(About this task): What's wanted is a faithful retyping of every entry, pictures excluded.

......

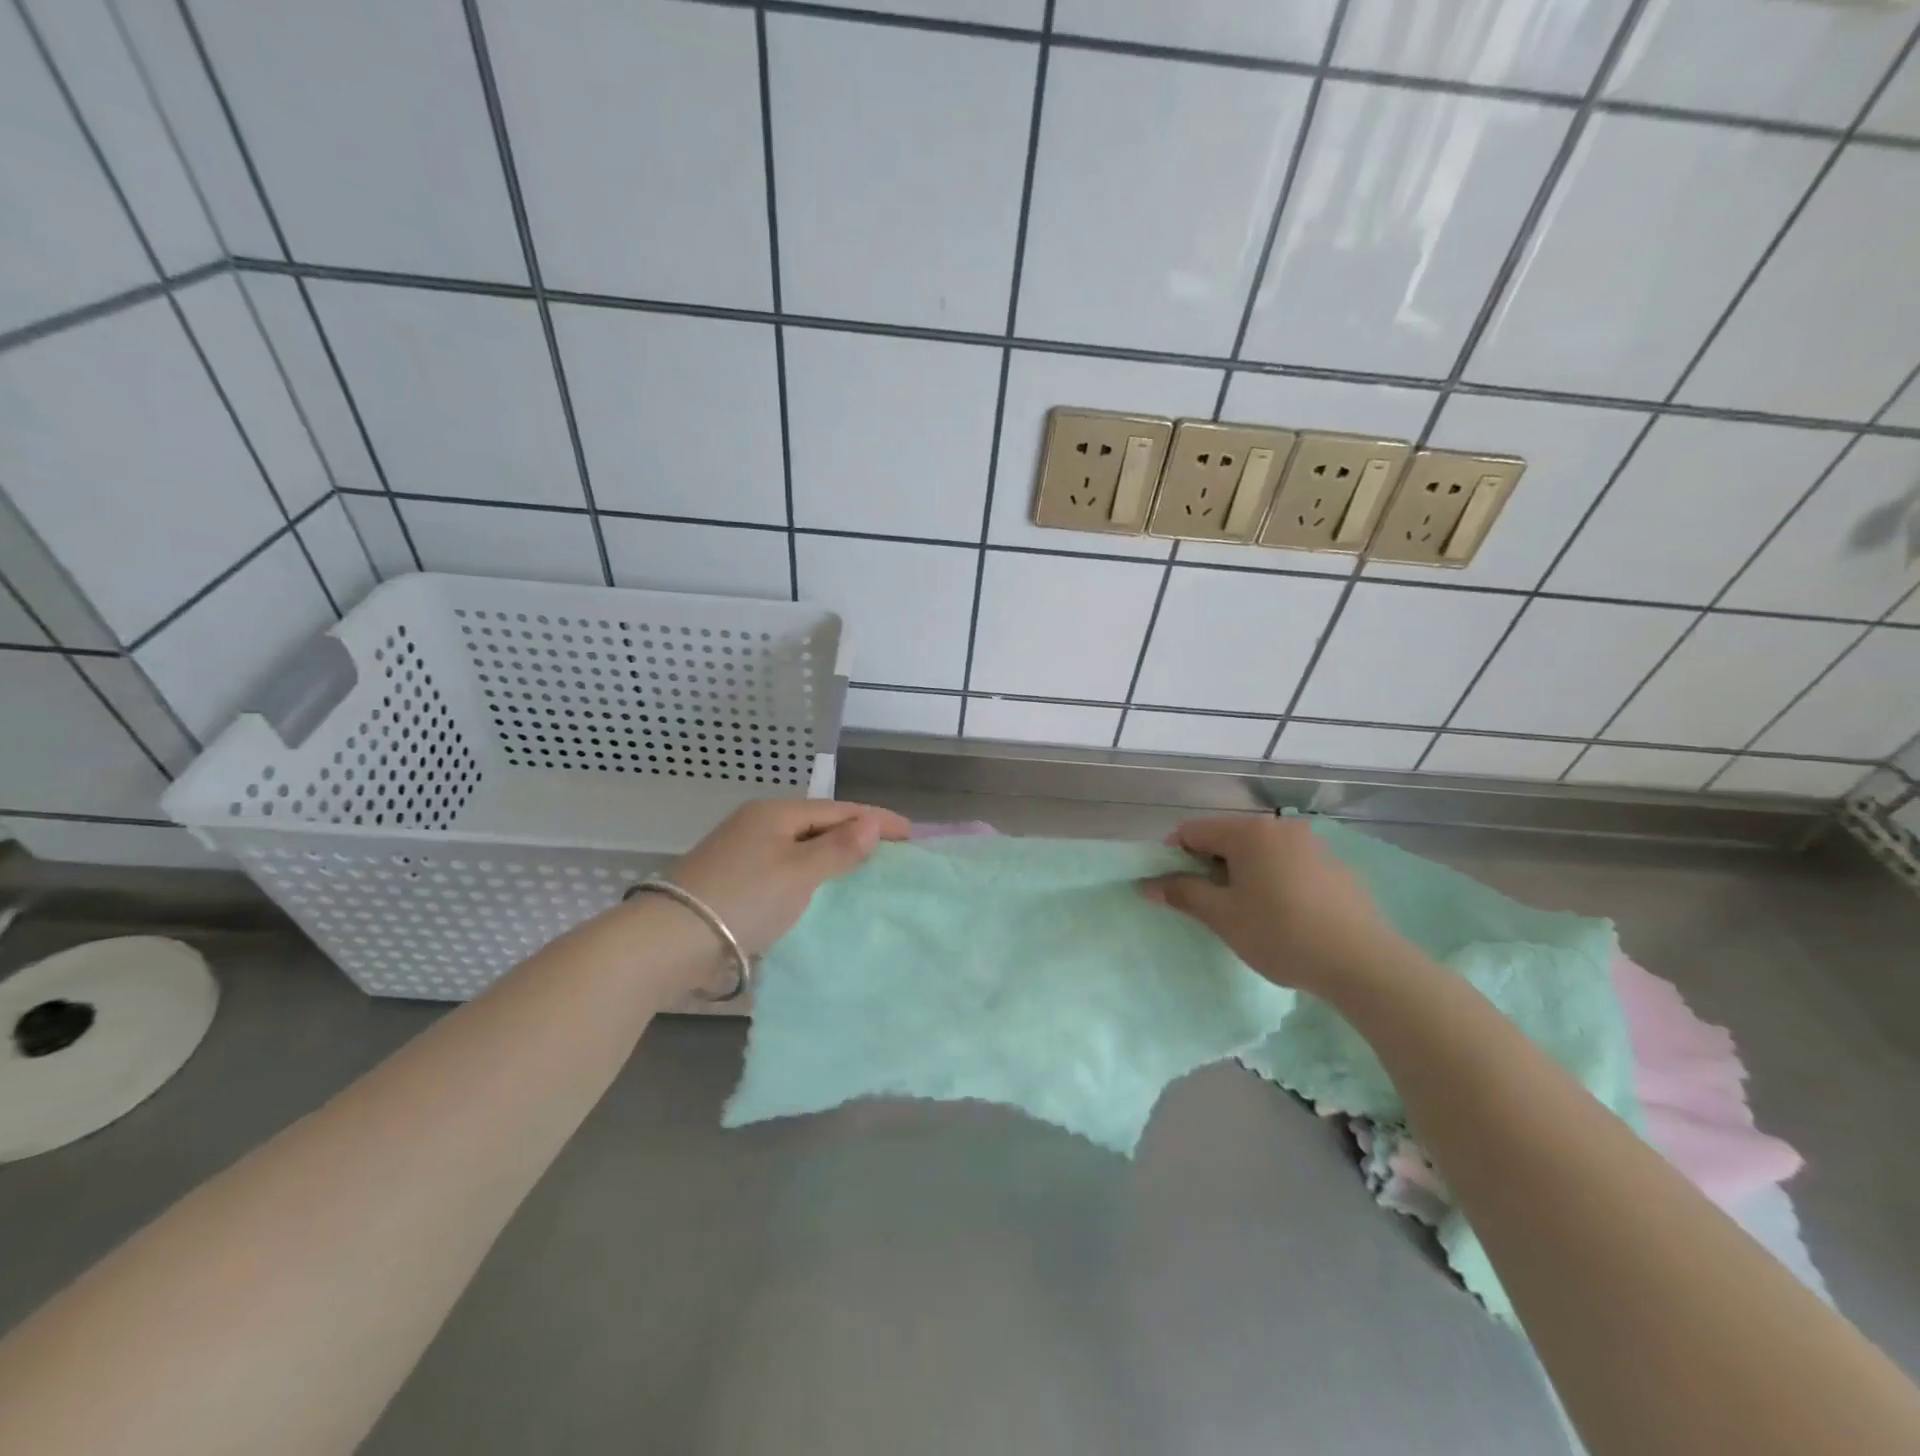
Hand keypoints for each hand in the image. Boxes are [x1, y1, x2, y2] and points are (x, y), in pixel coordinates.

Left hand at [665, 799, 911, 956]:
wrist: (669, 940)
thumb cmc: (744, 898)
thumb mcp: (799, 873)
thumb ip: (838, 848)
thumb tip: (872, 824)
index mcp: (776, 813)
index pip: (839, 810)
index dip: (877, 820)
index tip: (911, 835)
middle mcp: (758, 824)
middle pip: (819, 825)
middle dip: (856, 836)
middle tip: (892, 854)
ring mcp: (741, 851)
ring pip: (801, 848)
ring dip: (833, 857)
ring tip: (864, 872)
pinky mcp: (732, 879)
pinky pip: (785, 868)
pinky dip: (810, 876)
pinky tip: (821, 892)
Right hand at [1140, 816, 1409, 997]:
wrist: (1364, 963)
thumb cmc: (1281, 934)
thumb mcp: (1223, 917)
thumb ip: (1183, 893)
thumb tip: (1148, 883)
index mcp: (1248, 832)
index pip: (1192, 831)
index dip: (1174, 857)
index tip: (1174, 890)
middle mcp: (1280, 827)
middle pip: (1226, 838)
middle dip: (1209, 866)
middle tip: (1210, 906)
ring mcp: (1311, 844)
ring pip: (1258, 852)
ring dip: (1241, 874)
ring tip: (1246, 913)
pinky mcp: (1334, 866)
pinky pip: (1287, 863)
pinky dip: (1272, 880)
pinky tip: (1283, 915)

......

(Solution):
Hand keypoints for each hand in the image. Boxes are [x1, y1, x2, y2] and points are (x, y), in pixel coordinates.

Left hand at [665, 799, 911, 956]:
wrist: (669, 940)
thumb cmc: (744, 898)
thumb mcp: (799, 873)
thumb ip: (838, 848)
thumb tip: (872, 824)
index mcp: (776, 813)
index pip: (839, 810)
index dip: (877, 820)
index tip: (911, 835)
middle mcp: (758, 824)
middle pip: (819, 825)
middle dip: (856, 836)
middle tip: (892, 854)
ring mcp: (741, 851)
ring pip: (801, 848)
ring dip: (833, 857)
ring tip: (864, 872)
pinky mcp: (732, 879)
pinky pip: (785, 868)
pinky dip: (810, 876)
pinky tip: (821, 892)
Right hand at [1140, 816, 1409, 997]:
wrist: (1364, 963)
thumb cmc: (1281, 934)
thumb mcp: (1223, 917)
thumb ip: (1183, 893)
thumb tip: (1148, 883)
index mcp: (1248, 832)
index pip: (1192, 831)
index dip: (1174, 857)
index tip: (1174, 890)
middle mcp: (1280, 827)
middle pip: (1226, 838)
middle dip: (1209, 866)
middle tip: (1210, 906)
ring mcp: (1311, 844)
ring pip: (1258, 852)
ring dip: (1241, 874)
ring tip: (1246, 913)
pinky mcp: (1334, 866)
pinky pip: (1287, 863)
pinky dip: (1272, 880)
pinky tip: (1283, 915)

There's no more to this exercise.